EXERCISE INSTRUCTIONS:
The answer must be every line of the records below that contains the word "highway", copied out.

(Stored items)
=== Begin Enclosure ===

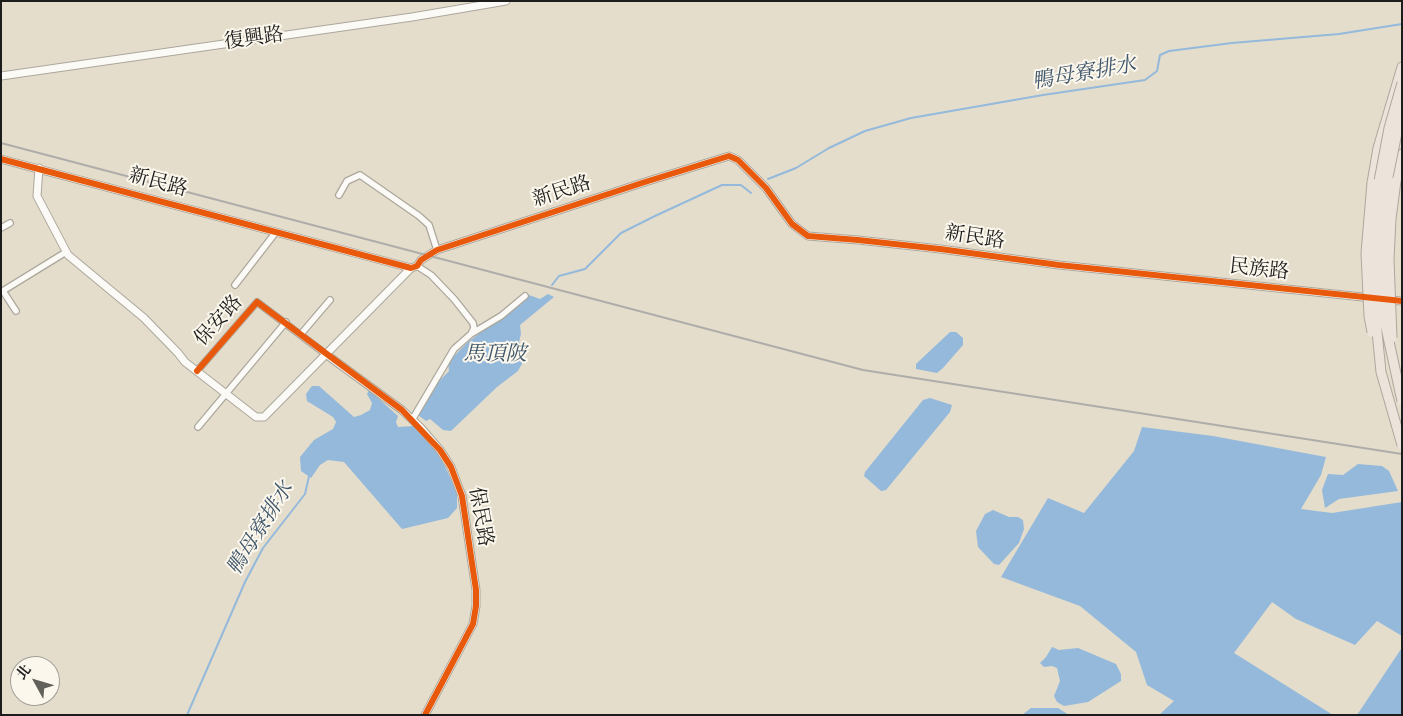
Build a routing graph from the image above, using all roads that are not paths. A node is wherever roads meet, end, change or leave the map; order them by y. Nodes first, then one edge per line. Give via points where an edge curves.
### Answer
1 (506, 1) edge
2 (1402, 67) edge
3 (1, 76) edge
4 (1402, 83) edge
5 (1402, 108) edge
6 (1402, 154) edge
7 (1, 159) edge
8 (39, 168) junction
9 (338, 195) dead end
10 (10, 223) dead end
11 (1, 228) edge
12 (276, 232) junction
13 (437, 250) junction
14 (66, 252) junction
15 (414, 267) junction
16 (1114, 270) joint
17 (235, 285) dead end
18 (2, 292) edge
19 (525, 296) dead end
20 (330, 300) dead end
21 (1402, 301) edge
22 (267, 309) joint
23 (16, 311) dead end
24 (286, 322) junction
25 (301, 334) junction
26 (471, 334) junction
27 (327, 355) junction
28 (1394, 370) junction
29 (197, 371) junction
30 (1381, 372) junction
31 (225, 394) junction
32 (1402, 401) edge
33 (412, 420) junction
34 (198, 427) dead end
35 (1402, 445) edge
36 (426, 715) edge

1 - 3 street, 復興路
2 - 30 highway, bridge via 1378,148 1367,218 1369,316
4 - 30 highway, bridge via 1388,128 1379,181 1373,252
5 - 28 highway, bridge via 1387,182 1381,253 1383,314
6 - 28 highway, bridge via 1391,220 1389,259
7 - 8 street, 新民路
8 - 12 street, 新民路
8 - 14 street, 保安路 via 37,196
9 - 13 street via 347,181 360,175 429,225
10 - 11 street
12 - 15 street, 新民路
12 - 17 street
13 - 15 street, 新民路
13 - 16 street, 新民路 via 729,156 738,160 766,188 792,224 808,236
14 - 18 street
14 - 29 street, 保安路 via 144,318
15 - 26 street via 431,276 463,311 473,323
15 - 27 street, 保安路
16 - 21 street, 民族路
18 - 23 street
19 - 26 street via 501,316
20 - 25 street
22 - 24 street, 保民路
22 - 29 street, 保安路 via 257,302
24 - 25 street, 保民路
24 - 31 street
25 - 27 street, 保民路
26 - 33 street via 454,350
27 - 31 street, 保安路 via 264,417 256,418
27 - 33 street, 保民路
28 - 32 highway, bridge
29 - 31 street, 保安路
30 - 35 highway, bridge
31 - 34 street
33 - 36 street, 保民路 via 440,450 456,479 462,496 476,590 473,624

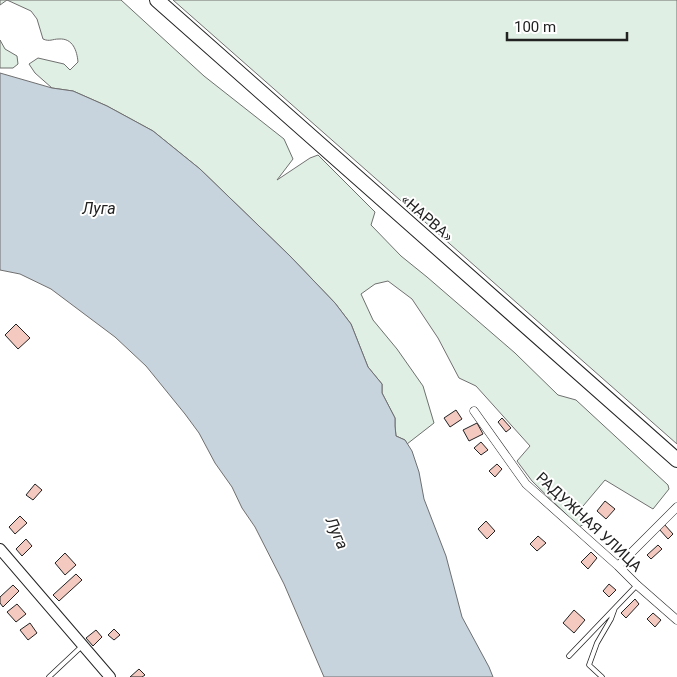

=== End Enclosure ===

SOLUTION TO THE PROBLEM:
2 - 30 highway, bridge via 1378,148 1367,218 1369,316
4 - 30 highway, bridge via 1388,128 1379,181 1373,252
5 - 28 highway, bridge via 1387,182 1381,253 1383,314
6 - 28 highway, bridge via 1391,220 1389,259
28 - 32 highway, bridge
30 - 35 highway, bridge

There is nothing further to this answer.